Finally, here is what worked for me with my kids this week. I will probably get nailed for this here on the list but this blatant bribery idea bought me sanity this week. I got this idea from Judy Dubois’ posting over on the moreTPRS list. On Monday the kids were yelling out “let’s play a game” and “let’s watch a movie.” so I told them okay I’ll make a deal with you. If you want a movie, you have to buy it with minutes in target language only. I asked who has a cell phone with a timer on it. A whole bunch of hands went up because they aren’t allowed to have a cell phone out unless the teacher says so. I appointed this kid the time keeper and he chose an assistant to write down and add up the time.
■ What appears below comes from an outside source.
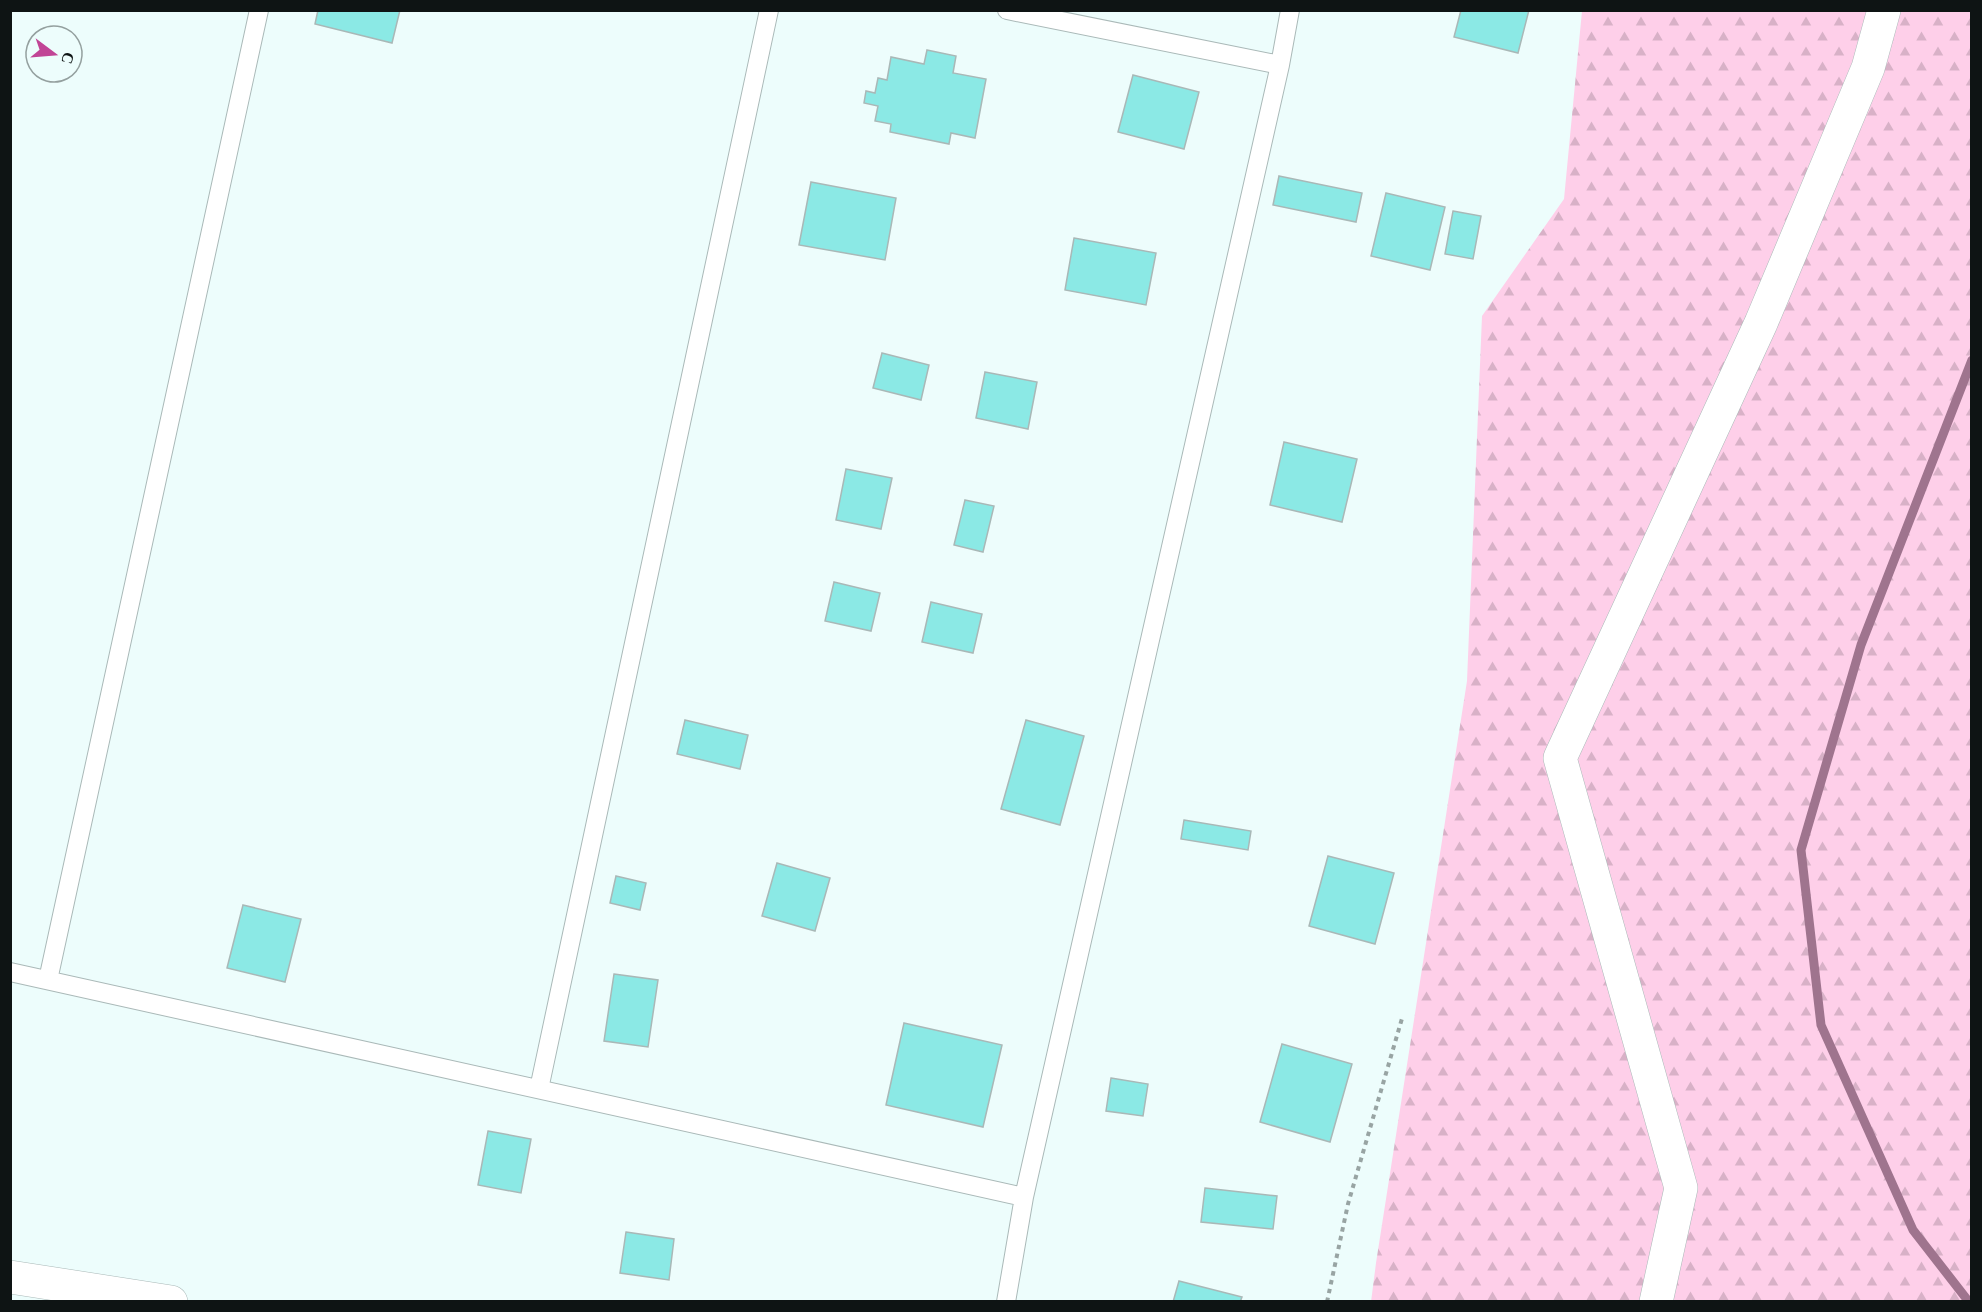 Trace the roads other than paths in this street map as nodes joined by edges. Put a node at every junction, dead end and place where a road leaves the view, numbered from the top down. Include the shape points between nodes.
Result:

We established a couple of rules and then we started. Then within the first minute, a kid turned and said something to a neighbor and I shouted, “zero.” The kids yelled at that kid, “hey, you ruined it!” Then we started over. We went seven whole minutes in Chinese. Now I know that doesn’t sound like much but this was a beautiful seven minutes with every kid at full attention, answering questions, and really getting into it. Somebody said something out of turn in English and we started over again. At one point, I needed to clarify something with a sentence in English so I quickly wrote it on the board and the timer gave me a thumbs up . . . It became a collaboration at that point. In the middle of the week we had to do some Chinese character work so they didn’t accumulate many minutes but on Thursday we went a full 20 minutes in TL and when the timer announced that they had reached 40 minutes a cheer went up. So today we watched the Chinese film “Eat, Drink, Man, Woman.” There are a lot of great culture points in the film that the students had questions about so we stopped a couple of times to discuss. I showed the film with English subtitles but reminded them that it was a worthless exercise if they weren’t also working at listening. A number of times kids shouted out expressions they heard and recognized and it became a manageable competition until they all got so into the movie that everyone was quiet. It was a good day and they were all happy. They know I would only show a movie on a Friday so they will have to work toward earning the next part.
I know I might have created a monster with this bribery but Judy mentioned that you can change the rules with time as long as it still seems fair. I never show more than one film per quarter so I figure we can also try a song day and a game day which I probably would have taught anyway.
Finally, if Thursday hadn’t gone so well, I was prepared to try something I saw another teacher do one time. When the kids wouldn’t quiet down, he just started putting ticks on the board. Gradually the kids noticed and started asking each other what it meant until,they got scared and started telling each other to shut up. When he could finally get the lesson going, he gradually erased the lines as the lesson progressed. He never told them what they meant. I was going to do that and let them assume I was deducting minutes from movie day but I didn’t have to.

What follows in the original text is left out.